(Stored data)
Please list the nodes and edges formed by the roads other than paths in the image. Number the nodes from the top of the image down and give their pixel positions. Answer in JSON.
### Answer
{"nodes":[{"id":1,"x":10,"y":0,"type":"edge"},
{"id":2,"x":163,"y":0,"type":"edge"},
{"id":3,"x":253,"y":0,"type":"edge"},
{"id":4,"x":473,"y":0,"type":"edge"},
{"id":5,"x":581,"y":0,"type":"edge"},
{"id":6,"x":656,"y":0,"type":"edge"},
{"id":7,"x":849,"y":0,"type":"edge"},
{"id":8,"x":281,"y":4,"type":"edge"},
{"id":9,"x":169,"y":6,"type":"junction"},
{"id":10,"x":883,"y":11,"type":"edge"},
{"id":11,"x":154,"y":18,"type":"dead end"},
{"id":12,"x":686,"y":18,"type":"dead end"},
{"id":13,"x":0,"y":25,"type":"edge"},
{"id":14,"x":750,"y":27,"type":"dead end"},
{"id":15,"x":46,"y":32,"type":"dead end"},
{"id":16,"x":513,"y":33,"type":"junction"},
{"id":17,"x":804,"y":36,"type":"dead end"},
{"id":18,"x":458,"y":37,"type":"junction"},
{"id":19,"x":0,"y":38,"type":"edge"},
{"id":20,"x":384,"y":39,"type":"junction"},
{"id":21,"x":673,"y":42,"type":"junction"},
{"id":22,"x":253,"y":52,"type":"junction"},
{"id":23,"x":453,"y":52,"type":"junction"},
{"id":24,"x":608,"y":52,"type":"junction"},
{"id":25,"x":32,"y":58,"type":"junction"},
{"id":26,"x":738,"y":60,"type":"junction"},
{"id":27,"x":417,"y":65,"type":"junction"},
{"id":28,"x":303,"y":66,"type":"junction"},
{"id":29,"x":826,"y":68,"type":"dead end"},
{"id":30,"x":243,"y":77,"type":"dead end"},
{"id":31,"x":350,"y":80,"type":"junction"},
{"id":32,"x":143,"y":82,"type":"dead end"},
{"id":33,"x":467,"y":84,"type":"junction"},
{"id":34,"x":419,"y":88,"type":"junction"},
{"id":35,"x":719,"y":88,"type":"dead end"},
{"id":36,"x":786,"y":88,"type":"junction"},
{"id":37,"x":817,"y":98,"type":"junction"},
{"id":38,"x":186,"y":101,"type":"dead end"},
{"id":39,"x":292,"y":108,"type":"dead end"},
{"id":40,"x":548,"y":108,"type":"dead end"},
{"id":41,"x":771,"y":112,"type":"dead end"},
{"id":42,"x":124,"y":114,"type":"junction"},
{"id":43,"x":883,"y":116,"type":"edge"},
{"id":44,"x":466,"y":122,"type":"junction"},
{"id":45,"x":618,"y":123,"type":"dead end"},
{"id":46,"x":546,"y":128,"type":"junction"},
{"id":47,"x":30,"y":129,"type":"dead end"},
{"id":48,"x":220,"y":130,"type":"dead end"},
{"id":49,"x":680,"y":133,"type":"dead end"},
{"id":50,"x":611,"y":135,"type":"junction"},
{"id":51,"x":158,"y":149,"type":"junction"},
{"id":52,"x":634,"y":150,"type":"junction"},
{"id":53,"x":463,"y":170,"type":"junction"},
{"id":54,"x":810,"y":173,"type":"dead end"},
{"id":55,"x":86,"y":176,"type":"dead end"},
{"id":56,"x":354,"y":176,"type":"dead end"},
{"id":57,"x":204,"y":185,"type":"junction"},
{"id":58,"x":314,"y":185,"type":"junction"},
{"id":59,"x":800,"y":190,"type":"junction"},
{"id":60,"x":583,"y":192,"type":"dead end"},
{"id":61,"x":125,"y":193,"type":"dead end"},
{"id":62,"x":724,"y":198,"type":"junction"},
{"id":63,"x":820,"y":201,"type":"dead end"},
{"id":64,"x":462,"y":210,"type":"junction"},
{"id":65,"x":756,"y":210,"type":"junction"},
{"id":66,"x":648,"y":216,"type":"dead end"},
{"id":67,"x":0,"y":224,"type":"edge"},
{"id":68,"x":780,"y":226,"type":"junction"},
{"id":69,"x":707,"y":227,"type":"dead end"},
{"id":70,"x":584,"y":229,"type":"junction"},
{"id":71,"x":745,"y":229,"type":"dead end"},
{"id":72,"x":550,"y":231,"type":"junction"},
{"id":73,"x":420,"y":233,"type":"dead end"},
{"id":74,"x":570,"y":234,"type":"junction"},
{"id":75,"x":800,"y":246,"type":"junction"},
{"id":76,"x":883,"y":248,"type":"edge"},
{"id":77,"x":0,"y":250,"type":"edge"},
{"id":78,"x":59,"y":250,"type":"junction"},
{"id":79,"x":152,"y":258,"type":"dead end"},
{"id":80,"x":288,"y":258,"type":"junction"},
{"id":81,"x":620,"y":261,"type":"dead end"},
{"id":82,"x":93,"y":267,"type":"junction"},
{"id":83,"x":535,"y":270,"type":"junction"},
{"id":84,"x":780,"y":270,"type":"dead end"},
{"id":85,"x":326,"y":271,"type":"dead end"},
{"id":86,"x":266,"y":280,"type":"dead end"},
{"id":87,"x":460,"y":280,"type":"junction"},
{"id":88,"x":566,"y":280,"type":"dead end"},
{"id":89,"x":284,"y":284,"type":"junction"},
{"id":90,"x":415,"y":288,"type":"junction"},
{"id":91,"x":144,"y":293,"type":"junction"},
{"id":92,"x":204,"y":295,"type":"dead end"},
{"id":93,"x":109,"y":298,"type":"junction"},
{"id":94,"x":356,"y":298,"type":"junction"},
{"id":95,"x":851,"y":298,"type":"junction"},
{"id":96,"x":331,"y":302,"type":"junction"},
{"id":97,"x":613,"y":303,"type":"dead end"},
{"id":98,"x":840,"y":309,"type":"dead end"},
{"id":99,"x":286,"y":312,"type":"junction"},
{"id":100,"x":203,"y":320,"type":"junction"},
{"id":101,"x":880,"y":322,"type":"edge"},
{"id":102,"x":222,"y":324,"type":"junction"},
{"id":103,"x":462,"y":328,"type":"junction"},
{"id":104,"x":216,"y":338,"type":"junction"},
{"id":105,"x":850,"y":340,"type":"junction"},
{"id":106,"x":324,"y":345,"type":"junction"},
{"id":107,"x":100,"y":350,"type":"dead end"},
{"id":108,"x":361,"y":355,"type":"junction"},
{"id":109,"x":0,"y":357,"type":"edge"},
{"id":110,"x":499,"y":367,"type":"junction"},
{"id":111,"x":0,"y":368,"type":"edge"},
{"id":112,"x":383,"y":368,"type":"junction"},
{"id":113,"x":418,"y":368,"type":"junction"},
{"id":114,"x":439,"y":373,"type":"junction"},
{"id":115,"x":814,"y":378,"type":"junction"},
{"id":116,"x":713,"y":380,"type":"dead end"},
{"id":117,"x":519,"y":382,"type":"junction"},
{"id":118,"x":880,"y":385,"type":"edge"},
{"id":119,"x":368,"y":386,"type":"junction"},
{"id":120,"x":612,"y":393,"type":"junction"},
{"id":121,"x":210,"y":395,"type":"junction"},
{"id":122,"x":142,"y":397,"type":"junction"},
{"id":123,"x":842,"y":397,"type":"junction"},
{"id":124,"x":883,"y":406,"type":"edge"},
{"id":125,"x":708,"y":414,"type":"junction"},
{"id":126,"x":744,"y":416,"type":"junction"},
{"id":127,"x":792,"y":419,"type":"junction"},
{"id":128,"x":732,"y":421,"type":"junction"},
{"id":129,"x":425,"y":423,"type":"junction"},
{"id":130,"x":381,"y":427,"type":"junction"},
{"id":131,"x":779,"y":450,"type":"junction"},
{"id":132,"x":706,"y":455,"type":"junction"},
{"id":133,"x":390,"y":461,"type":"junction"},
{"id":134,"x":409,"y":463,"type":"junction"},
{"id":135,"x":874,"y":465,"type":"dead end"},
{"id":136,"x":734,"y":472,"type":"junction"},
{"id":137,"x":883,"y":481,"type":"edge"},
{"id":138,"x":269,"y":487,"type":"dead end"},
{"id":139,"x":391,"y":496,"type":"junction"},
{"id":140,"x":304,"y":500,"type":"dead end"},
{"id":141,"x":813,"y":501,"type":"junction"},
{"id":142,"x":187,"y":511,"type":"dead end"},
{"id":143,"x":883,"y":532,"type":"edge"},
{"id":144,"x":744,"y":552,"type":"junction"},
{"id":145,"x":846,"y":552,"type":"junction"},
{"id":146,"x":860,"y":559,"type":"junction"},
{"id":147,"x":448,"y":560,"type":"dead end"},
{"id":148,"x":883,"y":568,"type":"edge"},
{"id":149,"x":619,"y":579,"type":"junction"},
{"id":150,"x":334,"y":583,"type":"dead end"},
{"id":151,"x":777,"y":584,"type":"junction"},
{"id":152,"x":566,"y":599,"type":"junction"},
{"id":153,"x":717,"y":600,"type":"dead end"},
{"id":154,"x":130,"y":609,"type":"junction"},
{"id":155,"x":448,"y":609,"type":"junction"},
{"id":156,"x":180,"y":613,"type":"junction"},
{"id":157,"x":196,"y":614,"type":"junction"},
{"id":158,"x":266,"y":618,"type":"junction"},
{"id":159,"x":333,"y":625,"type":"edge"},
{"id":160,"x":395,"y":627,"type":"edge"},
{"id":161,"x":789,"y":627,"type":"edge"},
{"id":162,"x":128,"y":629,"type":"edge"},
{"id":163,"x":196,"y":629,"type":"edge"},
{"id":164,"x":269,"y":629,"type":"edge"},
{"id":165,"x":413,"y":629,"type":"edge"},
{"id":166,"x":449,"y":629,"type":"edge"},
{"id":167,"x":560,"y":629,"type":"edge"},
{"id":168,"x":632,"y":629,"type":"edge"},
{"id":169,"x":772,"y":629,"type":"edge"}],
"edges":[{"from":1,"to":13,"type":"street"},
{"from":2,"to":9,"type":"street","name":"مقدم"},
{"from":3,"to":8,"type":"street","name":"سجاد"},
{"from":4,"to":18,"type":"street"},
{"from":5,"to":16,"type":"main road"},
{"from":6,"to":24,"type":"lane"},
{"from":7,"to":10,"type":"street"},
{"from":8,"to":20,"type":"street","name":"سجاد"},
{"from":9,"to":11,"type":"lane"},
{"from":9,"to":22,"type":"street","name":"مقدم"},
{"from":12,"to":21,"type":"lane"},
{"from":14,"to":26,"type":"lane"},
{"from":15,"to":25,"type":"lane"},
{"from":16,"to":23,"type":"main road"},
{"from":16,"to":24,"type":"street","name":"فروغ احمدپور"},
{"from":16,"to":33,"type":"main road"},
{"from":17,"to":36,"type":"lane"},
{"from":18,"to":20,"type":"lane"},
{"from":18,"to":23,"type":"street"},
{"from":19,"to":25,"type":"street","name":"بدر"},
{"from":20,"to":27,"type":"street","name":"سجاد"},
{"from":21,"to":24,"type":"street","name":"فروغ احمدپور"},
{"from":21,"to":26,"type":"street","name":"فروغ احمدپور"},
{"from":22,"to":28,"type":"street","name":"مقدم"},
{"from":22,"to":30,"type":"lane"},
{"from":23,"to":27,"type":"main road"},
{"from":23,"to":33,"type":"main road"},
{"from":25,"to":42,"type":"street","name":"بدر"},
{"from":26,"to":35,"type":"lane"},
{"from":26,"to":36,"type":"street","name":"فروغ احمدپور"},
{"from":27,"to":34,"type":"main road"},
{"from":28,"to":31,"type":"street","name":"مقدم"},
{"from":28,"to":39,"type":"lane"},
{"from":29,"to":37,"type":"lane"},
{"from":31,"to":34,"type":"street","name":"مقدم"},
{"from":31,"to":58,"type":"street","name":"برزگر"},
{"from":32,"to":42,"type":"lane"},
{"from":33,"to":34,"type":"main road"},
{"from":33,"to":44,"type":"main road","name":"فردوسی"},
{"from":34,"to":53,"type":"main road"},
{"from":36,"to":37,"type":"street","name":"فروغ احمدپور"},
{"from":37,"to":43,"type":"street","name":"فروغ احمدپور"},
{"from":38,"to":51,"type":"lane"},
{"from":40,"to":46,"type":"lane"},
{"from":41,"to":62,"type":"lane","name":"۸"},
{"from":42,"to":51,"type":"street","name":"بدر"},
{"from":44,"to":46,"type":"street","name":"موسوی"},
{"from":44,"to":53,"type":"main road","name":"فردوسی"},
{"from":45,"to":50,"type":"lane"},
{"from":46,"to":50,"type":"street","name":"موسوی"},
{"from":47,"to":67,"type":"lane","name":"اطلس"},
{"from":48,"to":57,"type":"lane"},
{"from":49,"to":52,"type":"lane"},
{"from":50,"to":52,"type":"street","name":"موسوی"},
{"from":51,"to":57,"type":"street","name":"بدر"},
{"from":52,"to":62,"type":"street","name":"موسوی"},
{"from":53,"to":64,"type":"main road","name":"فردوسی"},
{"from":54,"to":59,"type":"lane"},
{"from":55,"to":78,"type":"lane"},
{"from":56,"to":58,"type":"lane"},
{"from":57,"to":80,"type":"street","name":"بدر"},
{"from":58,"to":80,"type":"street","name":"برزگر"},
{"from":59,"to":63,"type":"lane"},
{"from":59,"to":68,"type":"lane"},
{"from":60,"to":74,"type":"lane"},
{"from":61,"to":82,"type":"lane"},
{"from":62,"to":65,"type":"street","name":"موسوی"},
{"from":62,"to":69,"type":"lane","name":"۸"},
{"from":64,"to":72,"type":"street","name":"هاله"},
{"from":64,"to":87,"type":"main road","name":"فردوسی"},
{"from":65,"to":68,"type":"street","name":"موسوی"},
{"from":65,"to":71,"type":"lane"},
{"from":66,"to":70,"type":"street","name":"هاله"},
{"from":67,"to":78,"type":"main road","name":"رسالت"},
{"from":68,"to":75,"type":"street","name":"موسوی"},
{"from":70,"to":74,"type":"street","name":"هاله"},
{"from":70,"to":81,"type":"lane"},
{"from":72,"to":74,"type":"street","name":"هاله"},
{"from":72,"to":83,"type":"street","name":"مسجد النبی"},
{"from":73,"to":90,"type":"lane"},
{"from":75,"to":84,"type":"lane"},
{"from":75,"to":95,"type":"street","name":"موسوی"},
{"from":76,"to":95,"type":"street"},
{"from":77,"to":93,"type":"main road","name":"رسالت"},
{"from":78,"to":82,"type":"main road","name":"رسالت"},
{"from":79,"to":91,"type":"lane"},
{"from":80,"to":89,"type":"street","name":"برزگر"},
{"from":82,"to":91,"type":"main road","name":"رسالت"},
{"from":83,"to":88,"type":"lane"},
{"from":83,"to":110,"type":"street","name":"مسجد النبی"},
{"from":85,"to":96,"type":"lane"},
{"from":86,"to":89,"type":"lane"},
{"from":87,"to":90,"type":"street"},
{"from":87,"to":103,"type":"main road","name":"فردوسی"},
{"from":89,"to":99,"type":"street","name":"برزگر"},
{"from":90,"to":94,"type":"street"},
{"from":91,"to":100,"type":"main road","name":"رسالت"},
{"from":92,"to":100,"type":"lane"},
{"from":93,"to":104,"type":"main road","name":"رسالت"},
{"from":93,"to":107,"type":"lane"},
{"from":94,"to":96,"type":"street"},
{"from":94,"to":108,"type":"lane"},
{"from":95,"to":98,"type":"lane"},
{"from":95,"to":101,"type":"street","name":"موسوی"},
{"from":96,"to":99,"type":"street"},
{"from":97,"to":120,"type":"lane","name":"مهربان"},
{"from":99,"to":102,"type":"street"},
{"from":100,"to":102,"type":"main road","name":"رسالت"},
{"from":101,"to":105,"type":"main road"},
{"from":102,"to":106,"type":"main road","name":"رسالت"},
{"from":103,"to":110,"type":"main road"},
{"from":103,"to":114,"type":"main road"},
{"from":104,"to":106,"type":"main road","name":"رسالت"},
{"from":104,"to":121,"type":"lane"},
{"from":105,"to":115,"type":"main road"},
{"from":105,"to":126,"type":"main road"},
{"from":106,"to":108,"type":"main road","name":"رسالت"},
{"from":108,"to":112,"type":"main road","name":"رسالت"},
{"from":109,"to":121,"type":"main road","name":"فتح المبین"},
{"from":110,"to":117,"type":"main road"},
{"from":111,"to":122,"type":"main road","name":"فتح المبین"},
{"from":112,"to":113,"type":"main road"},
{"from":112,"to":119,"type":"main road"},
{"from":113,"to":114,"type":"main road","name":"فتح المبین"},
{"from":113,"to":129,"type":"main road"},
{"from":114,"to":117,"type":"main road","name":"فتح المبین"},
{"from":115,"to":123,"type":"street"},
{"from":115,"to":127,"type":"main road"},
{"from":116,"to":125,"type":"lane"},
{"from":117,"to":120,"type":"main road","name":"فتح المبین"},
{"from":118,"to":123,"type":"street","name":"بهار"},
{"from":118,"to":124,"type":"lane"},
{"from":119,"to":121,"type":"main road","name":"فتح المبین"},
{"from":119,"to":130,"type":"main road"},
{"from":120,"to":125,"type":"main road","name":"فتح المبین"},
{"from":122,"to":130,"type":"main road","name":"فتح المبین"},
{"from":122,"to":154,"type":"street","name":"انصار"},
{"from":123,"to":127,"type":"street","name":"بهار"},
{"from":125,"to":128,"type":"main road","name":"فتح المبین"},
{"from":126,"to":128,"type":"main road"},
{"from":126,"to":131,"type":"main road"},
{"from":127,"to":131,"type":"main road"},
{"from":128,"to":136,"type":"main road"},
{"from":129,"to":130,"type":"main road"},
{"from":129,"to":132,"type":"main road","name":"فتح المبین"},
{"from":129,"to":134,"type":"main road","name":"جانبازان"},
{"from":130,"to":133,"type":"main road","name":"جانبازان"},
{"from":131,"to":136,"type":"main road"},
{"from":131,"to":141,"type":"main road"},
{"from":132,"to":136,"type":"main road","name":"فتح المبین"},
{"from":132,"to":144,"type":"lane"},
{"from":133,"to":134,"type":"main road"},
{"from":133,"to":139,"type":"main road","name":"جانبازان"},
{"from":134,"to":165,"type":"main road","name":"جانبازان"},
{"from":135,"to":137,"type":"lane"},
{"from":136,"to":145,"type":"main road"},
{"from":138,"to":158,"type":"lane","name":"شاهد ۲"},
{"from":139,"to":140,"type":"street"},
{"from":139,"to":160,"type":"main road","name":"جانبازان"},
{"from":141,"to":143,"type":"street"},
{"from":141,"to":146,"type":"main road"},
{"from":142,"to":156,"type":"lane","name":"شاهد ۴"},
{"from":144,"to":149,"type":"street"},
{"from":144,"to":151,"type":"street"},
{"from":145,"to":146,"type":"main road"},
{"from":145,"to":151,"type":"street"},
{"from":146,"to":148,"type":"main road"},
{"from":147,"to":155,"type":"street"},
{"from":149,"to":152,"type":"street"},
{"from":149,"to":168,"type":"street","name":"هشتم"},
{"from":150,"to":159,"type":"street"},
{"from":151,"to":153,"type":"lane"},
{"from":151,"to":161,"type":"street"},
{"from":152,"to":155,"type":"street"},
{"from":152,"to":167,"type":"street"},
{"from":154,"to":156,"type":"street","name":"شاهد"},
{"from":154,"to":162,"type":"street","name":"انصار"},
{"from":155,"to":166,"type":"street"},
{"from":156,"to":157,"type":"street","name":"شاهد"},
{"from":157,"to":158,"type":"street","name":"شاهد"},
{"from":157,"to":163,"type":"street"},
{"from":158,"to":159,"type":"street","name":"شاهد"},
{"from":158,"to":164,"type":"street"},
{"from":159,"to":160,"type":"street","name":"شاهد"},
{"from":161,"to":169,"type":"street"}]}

- _What you will do_: Check each line of the entries above, and show every one holding the word "سجاد".

- _Task result_:
{"from":3,"to":8,"type":"street","name":"سجاد"},
{"from":8,"to":20,"type":"street","name":"سجاد"},
{"from":20,"to":27,"type":"street","name":"سجاد"},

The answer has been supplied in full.